Asks you to compare Hand and somersault: Price trailing EPS P/E Hand $22 -$2.20 NA Somersault $10 -$1.25 NA That is the relevant info. How do you solve this? Use the E/P ratio. Which one would you prefer. E/P for hand is -.1 and E/P for somersault is -.125. Choose hand because its E/P is higher. Is my logic wrong or does CFAI want you to pick the more expensive stock that is bleeding money? How can it be right to recommend hand?

I just went back to read the section in CFAI, it says in terms of earnings yield, highest value will be the cheapest. That certainly doesn’t appear to be happening here. I guess relative to the other stock, it is losing less money for a given dollar

again don’t forget your math… -0.1 > -0.125. Closer to zero is HIGHER…
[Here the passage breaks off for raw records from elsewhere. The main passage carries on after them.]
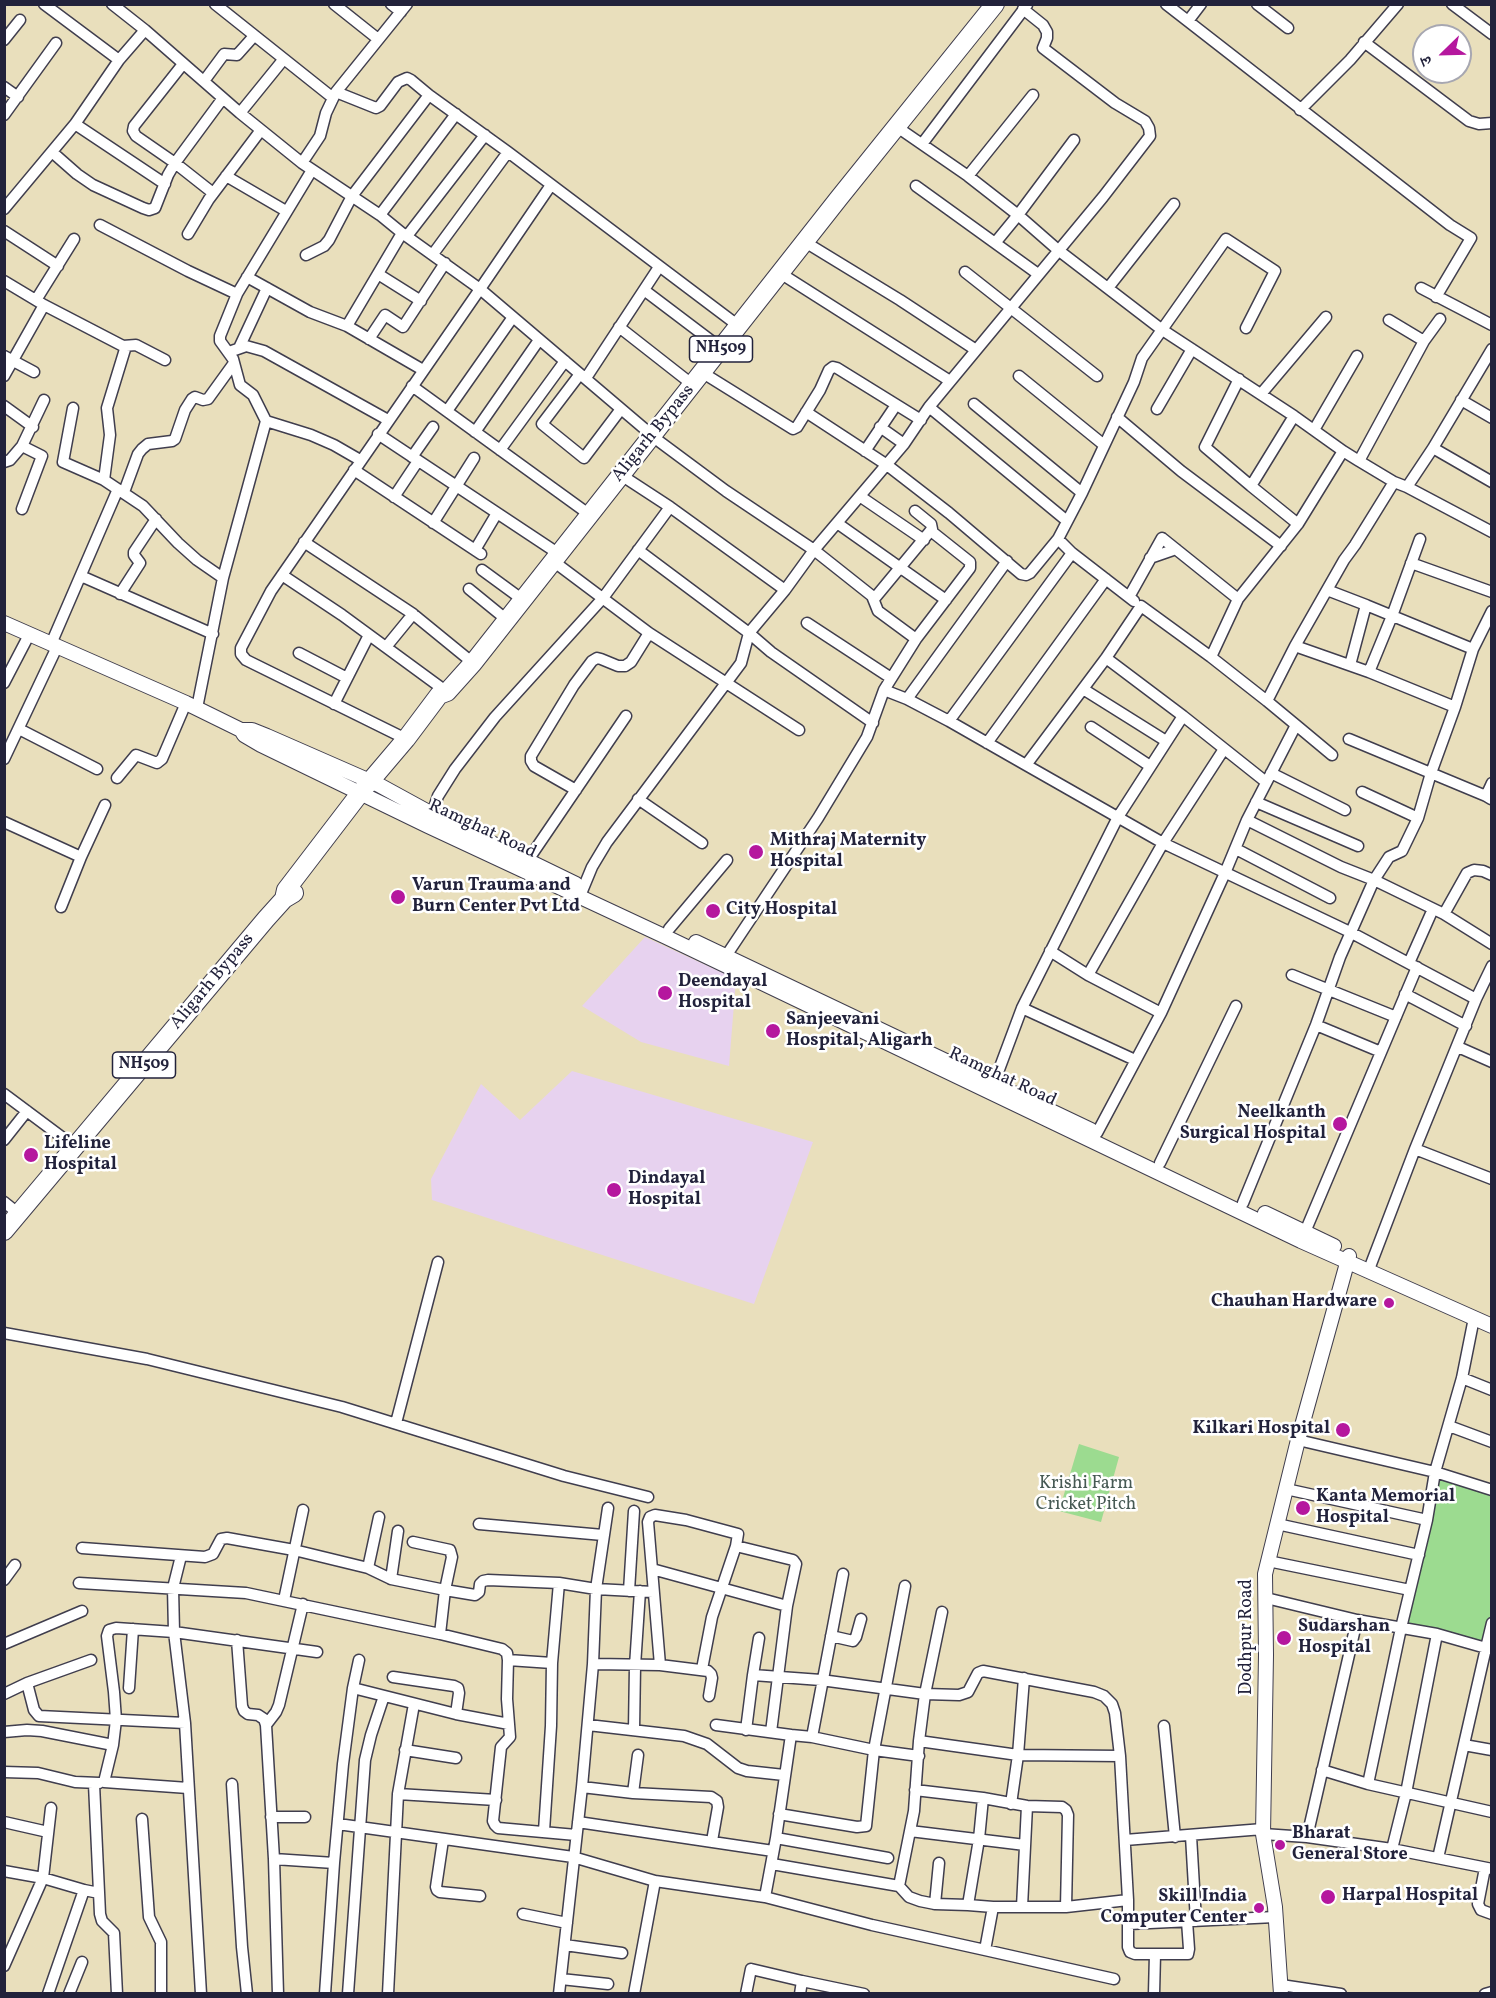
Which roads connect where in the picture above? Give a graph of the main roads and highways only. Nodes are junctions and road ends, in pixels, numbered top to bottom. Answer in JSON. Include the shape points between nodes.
{"nodes":[{"id":1,"x":995,"y":4,"type":"edge"},
{"id":2,"x":4,"y":623,"type":"edge"},
{"id":3,"x":447,"y":692,"type":"junction"},
{"id":4,"x":370,"y":789,"type":"junction"},
{"id":5,"x":582,"y":892,"type":"junction"},
{"id":6,"x":4,"y":1231,"type":"edge"},
{"id":7,"x":1348,"y":1258,"type":"junction"},
{"id":8,"x":1370,"y":1268,"type":"junction"},
{"id":9,"x":1491,"y":1318,"type":"edge"},
{"id":10,"x":1491,"y":1326,"type":"edge"},
{"id":11,"x":1281,"y":1989,"type":"edge"}],
"edges":[{"from":1,"to":3,"type":"highway","name":"Aligarh Bypass","number":"NH509","via":[[909,135],[789,278],[740,327],[698,379],[659,441],[628,480],[590,515],[560,564],[523,600]]},
{"from":2,"to":4,"type":"main road","name":"Ramghat Road","via":[[242,730],[261,745]]},
{"from":3,"to":4,"type":"highway","name":"Aligarh Bypass","number":"NH509","via":[[439,695]]},
{"from":3,"to":4,"type":"highway","name":"Aligarh Bypass","number":"NH509","via":[[448,700]]},
{"from":4,"to":5,"type":"main road","name":"Ramghat Road"},
{"from":4,"to":6,"type":"highway","name":"Aligarh Bypass","number":"NH509","via":[[286,890],[284,899]]},
{"from":5,"to":7,"type":"main road","name":"Ramghat Road"},
{"from":5,"to":7,"type":"main road","name":"Ramghat Road","via":[[669,929],[994,1083],[1305,1232]]},
{"from":7,"to":8,"type":"main road","name":"Ramghat Road"},
{"from":7,"to":11,"type":"main road","name":"Dodhpur Road","via":[[1265,1574],[1263,1832]]},
{"from":8,"to":9,"type":"main road","name":"Ramghat Road"},
{"from":8,"to":10,"type":"main road","name":"Ramghat Road"}]}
yeah doesnt seem right to me…I see where they are going, but it isnt logical… if hand were worth a $100 a share the E/P ratio would look even better… it would be -.00220 instead of -.100. and since -.00220 is a bigger number than -.100, lets pay $100 a share rather than $22 because the E.P is better… Can’t see this coming up on the test, but it makes me question CFAI’s logic and how carefully they proofread their books.
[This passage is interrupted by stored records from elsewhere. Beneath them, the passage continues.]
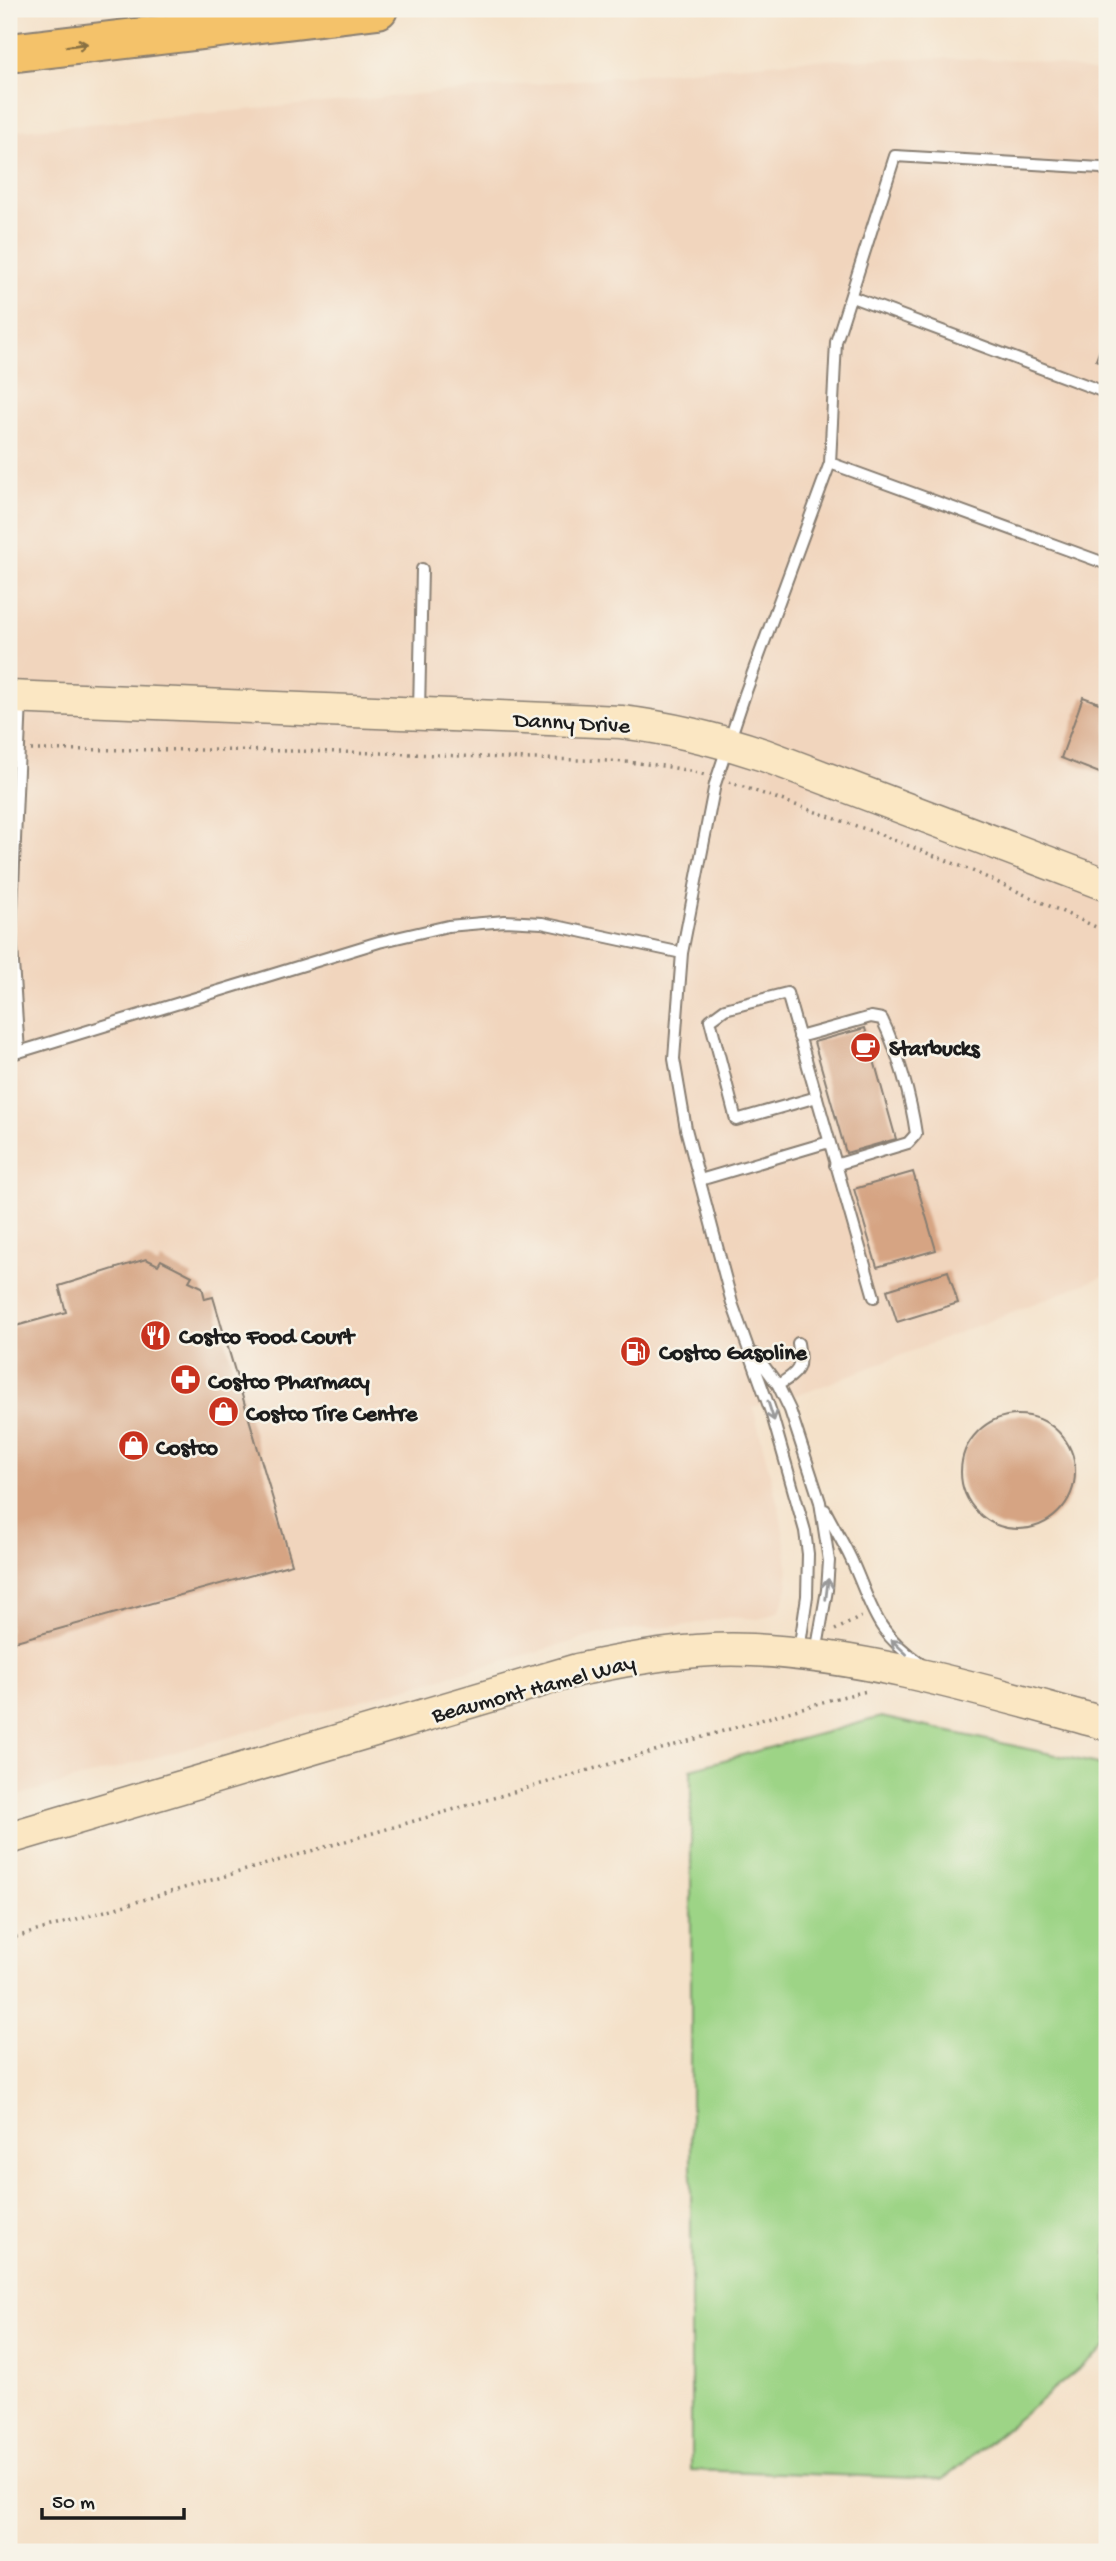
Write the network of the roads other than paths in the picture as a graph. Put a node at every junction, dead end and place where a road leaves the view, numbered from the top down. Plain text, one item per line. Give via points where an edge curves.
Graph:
1 (378, 9) edge
2 (9, 53) edge
3 (1107, 171) edge
4 (852, 297) junction
5 (1107, 393) edge
6 (830, 463) junction
7 (1107, 564) edge
8 (422, 569) dead end
9 (15, 697) edge
10 (419, 714) junction
11 (729, 743) junction
12 (1107, 885) edge
13 (682, 953) junction
14 (799, 1037) junction
15 (14, 1053) edge
16 (817, 1097) junction
17 (829, 1142) junction
18 (835, 1165) junction
19 (700, 1180) junction
20 (874, 1297) dead end
21 (798, 1343) dead end
22 (748, 1347) junction
23 (778, 1385) junction
24 (820, 1502) junction
25 (815, 1647) junction
26 (955, 1684) junction
27 (1107, 1724) edge
28 (9, 1838) edge

2 -> 1 highway
3 - 4 lane via 895,156
4 - 5 lane
4 - 6 lane via 835,342
6 - 7 lane
6 - 11 lane
8 - 10 lane
9 - 10 street, Danny Drive
9 - 15 lane via 19,750 11,933
10 - 11 street, Danny Drive via 621,722
11 - 12 street, Danny Drive
11 - 13 lane via 715,784
13 - 15 lane via 542,923 448,926 379,942
13 - 19 lane via 674,1059 679,1099
14 - 16 lane
14 - 16 lane via 787,993 725,1009 710,1020 736,1120
14 - 18 lane via 870,1017 882,1019 914,1115 916,1134 908,1143
16 - 17 lane
17 - 18 lane
17 - 19 lane
18 - 20 lane
19 - 22 lane
21 - 23 lane via 799,1368
22 - 23 lane
22 -> 25 lane via 805,1531 807,1596
23 - 24 lane
25 -> 24 lane via 829,1560
26 -> 24 lane via 907,1655 885,1633
25 - 26 street, Beaumont Hamel Way
25 - 28 street, Beaumont Hamel Way via 632,1658 577,1671
26 - 27 street, Beaumont Hamel Way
it is -0.1 and -0.125 right… so -0.1 is the bigger number…

Yes, he correctly chose hand. However, hand is more of an expensive stock purchase BUT in terms of how much somersault loses per unit dollar, it is less…

yeah that is right… but i can make -.1 even bigger id i raise the stock price to $100… then the ratio becomes -.0022 and the price rose $80 a share… its pointless arguing really, but seems pointless of cfa to use this a rationale for their answer… I get that the higher the ratio the better, but this doesnt seem to work with negatives so well…because you can always make the negative better by raising the denominator (i.e the stock price)

and how are you going to do that? with negative earnings when most of the value derivation is given by “Cash flows” – and you have none - or are in the Red on cash flows - how do you aim to increase the price???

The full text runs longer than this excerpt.